Chapitre 20
Jour 16 et 17, nuit
Sherlock et John coururent vers le lieu des tirs. La nuit était complètement tombée, et le calme était insupportable après les détonations.
Lorsqu'ils arrivèrent, une vision d'horreur les envahit.
Quelqu'un avait été touché.
- Sherlock, appelle les secours ! cria John en se précipitant vers le corps.
Sauf que Sherlock ne fit rien il resta planté au milieu de la rue, fixant une ombre. John suivit son regard et vit Mycroft, une arme à ses côtés, un portable dans une main. L'aîné Holmes était à genou, penché sur une jeune femme. Il lui souffla quelques mots et elle le remercia d'un hochement de la tête. Puis son regard se posa sur le docteur.
- John, je vous serais redevable de vérifier si j'ai bien prodigué les soins nécessaires à DS Donovan, lui demanda Mycroft.
John s'en voulut de ne pas avoir reconnu la B Alpha plus tôt. Il demeura silencieux et procéda à un état des dégâts rapide. Donovan avait été blessée au ventre par un des coups de feu.
Mycroft tentait de limiter l'hémorragie à l'aide de sa veste et avait laissé tomber son portable sur le côté. Les mains jointes, il appuyait de toutes ses forces sur la plaie. Le médecin se revit tout à coup en Afghanistan et se dépêcha de faire un examen entier. Pas de concussion le sergent était encore conscient et lucide, mais plus pour longtemps.
- J'ai déjà appelé les secours, ils ne vont pas tarder, lui souffla Mycroft.
A peine ces mots furent prononcés qu'ils entendirent le bruit d'une sirène, puis d'autres encore, qui se dirigeaient vers eux. DI Lestrade arriva en courant, suivit d'Anthea et d'une équipe d'urgentistes. Ces derniers se précipitèrent vers le sergent qui fut transportée rapidement sur un brancard.
John leur expliqua rapidement les soins déjà prodigués, avant de se tourner vers Sherlock qui parlait avec Mycroft. Gregory Lestrade les rejoignit peu après avoir dit quelques mots à Donovan avant que celle-ci ne soit transportée à l'hôpital.
- Le tireur est votre complice. Il a tiré un coup atteignant DS Donovan qui se trouvait malheureusement sur les lieux. La raison est évidente, elle a flairé la scène de crime qui se déroulait. Elle s'est approchée, il l'a remarquée puis a tiré. Je n'étais pas loin et j'ai accouru dès la première détonation. J'ai juste eu le temps de riposter avant d'assister le sergent, résuma Mycroft.
- Et comment se fait-il que vous soyez sur le lieux du crime ? demanda Lestrade tout en prenant des notes sur un calepin.

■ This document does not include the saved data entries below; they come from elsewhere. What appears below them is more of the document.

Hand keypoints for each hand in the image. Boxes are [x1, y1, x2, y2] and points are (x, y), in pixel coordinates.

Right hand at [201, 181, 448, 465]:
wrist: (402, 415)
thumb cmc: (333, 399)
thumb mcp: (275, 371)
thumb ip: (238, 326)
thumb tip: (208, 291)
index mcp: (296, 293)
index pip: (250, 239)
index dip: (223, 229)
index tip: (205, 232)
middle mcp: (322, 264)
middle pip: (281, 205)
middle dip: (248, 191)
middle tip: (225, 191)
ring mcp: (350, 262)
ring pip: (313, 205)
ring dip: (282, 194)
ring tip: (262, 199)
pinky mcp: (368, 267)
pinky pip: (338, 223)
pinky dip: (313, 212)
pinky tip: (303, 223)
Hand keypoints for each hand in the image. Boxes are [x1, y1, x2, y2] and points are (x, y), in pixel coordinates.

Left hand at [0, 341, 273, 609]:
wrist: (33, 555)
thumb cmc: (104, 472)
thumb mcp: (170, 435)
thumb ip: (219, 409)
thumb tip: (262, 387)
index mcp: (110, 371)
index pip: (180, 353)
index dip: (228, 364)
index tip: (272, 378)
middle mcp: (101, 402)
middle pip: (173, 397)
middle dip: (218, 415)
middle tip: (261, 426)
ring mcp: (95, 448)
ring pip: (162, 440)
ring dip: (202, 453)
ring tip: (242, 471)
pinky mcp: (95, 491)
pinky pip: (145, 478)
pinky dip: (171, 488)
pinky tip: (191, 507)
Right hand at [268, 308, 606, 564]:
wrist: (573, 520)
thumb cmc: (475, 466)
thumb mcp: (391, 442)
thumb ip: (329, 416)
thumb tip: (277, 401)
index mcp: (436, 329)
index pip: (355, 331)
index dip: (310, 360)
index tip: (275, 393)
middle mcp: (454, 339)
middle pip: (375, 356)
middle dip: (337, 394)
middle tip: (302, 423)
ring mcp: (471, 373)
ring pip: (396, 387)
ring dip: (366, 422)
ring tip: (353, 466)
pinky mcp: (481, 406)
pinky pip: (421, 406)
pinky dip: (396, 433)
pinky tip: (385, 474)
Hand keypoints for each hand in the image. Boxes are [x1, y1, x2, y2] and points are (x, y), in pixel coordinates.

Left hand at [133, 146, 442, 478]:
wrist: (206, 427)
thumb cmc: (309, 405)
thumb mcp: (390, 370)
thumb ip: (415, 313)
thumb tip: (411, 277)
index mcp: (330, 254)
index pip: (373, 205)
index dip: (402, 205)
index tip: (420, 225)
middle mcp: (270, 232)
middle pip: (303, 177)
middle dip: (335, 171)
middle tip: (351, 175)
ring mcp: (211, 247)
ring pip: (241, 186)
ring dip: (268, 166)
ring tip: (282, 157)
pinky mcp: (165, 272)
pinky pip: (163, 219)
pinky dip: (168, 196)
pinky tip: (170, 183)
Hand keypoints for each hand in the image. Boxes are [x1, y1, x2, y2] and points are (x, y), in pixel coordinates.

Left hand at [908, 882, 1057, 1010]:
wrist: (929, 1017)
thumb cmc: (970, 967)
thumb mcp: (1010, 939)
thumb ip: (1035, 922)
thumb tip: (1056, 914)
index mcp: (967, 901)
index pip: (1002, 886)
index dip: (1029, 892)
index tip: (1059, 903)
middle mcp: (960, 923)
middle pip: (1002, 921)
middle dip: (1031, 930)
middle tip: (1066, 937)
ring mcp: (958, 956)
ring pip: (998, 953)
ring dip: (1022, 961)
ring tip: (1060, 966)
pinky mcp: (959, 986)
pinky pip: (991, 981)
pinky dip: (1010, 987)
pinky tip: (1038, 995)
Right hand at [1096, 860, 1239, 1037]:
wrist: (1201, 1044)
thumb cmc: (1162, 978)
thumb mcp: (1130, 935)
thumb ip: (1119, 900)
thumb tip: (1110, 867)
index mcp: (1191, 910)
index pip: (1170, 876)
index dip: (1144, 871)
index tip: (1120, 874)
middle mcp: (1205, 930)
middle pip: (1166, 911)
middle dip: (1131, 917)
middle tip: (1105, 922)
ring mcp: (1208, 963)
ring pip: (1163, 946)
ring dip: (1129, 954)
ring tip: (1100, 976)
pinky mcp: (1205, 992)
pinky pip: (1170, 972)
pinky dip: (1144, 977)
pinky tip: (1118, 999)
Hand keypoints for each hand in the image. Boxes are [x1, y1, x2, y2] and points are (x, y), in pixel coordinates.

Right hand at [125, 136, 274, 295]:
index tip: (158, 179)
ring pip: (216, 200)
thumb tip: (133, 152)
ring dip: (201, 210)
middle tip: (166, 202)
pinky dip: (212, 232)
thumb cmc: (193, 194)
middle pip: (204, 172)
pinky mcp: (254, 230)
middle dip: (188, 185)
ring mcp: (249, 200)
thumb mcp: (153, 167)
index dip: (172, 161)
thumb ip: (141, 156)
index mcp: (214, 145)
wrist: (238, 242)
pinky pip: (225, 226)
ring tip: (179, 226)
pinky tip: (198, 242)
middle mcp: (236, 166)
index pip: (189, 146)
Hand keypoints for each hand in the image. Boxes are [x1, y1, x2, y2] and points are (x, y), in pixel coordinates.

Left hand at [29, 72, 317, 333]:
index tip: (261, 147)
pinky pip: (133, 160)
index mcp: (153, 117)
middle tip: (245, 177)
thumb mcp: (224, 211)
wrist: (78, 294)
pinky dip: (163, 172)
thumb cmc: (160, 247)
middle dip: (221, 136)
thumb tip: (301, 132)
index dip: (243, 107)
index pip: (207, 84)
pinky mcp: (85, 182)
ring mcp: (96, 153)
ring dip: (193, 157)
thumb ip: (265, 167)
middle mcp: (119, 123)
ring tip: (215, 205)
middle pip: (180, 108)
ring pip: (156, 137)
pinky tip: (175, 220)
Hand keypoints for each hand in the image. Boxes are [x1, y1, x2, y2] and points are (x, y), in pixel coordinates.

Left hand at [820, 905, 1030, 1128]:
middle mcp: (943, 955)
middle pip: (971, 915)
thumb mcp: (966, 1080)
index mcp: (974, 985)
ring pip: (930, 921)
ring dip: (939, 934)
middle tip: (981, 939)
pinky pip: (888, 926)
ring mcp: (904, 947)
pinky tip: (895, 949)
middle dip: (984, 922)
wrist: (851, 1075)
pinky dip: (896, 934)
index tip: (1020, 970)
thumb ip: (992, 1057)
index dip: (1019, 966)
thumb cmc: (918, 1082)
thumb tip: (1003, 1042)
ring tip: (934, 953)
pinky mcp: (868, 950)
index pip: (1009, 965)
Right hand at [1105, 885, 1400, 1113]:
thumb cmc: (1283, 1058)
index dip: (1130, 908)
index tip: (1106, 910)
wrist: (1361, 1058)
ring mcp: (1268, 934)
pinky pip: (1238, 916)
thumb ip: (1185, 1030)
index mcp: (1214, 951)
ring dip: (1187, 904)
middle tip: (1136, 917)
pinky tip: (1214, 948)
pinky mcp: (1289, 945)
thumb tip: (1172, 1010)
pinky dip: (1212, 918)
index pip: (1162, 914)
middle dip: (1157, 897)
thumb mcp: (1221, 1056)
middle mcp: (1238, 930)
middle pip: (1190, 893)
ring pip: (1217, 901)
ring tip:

- Anthea m'a prévenu d'un éventuel meurtre à venir dans cette zone. Hypothèse qui s'est révélée juste grâce au contact de Sherlock, répondit Mycroft avant de se tourner vers son frère.
Gregory Lestrade regarda successivement les deux frères avant de soupirer. Il était temps, pensa John.
- Ecoute Sherlock... Si tu n'avais pas prévenu Anthea de cette information, nous aurions sans doute actuellement deux, voire trois nouvelles victimes sur les bras. En tout cas... Merci et désolé, bredouilla l'inspecteur se grattant l'arrière du crâne.
Fidèle à sa réputation, il était allé droit au but et n'avait pas cherché à contourner le sujet plus longtemps.
- Excuses acceptées, souffla Sherlock.
Les deux A Alphas se regardèrent et Sherlock rompit l'inconfortable atmosphère en souriant timidement. Sourire rendu par Lestrade avant de lui donner une frappe amicale sur le dos.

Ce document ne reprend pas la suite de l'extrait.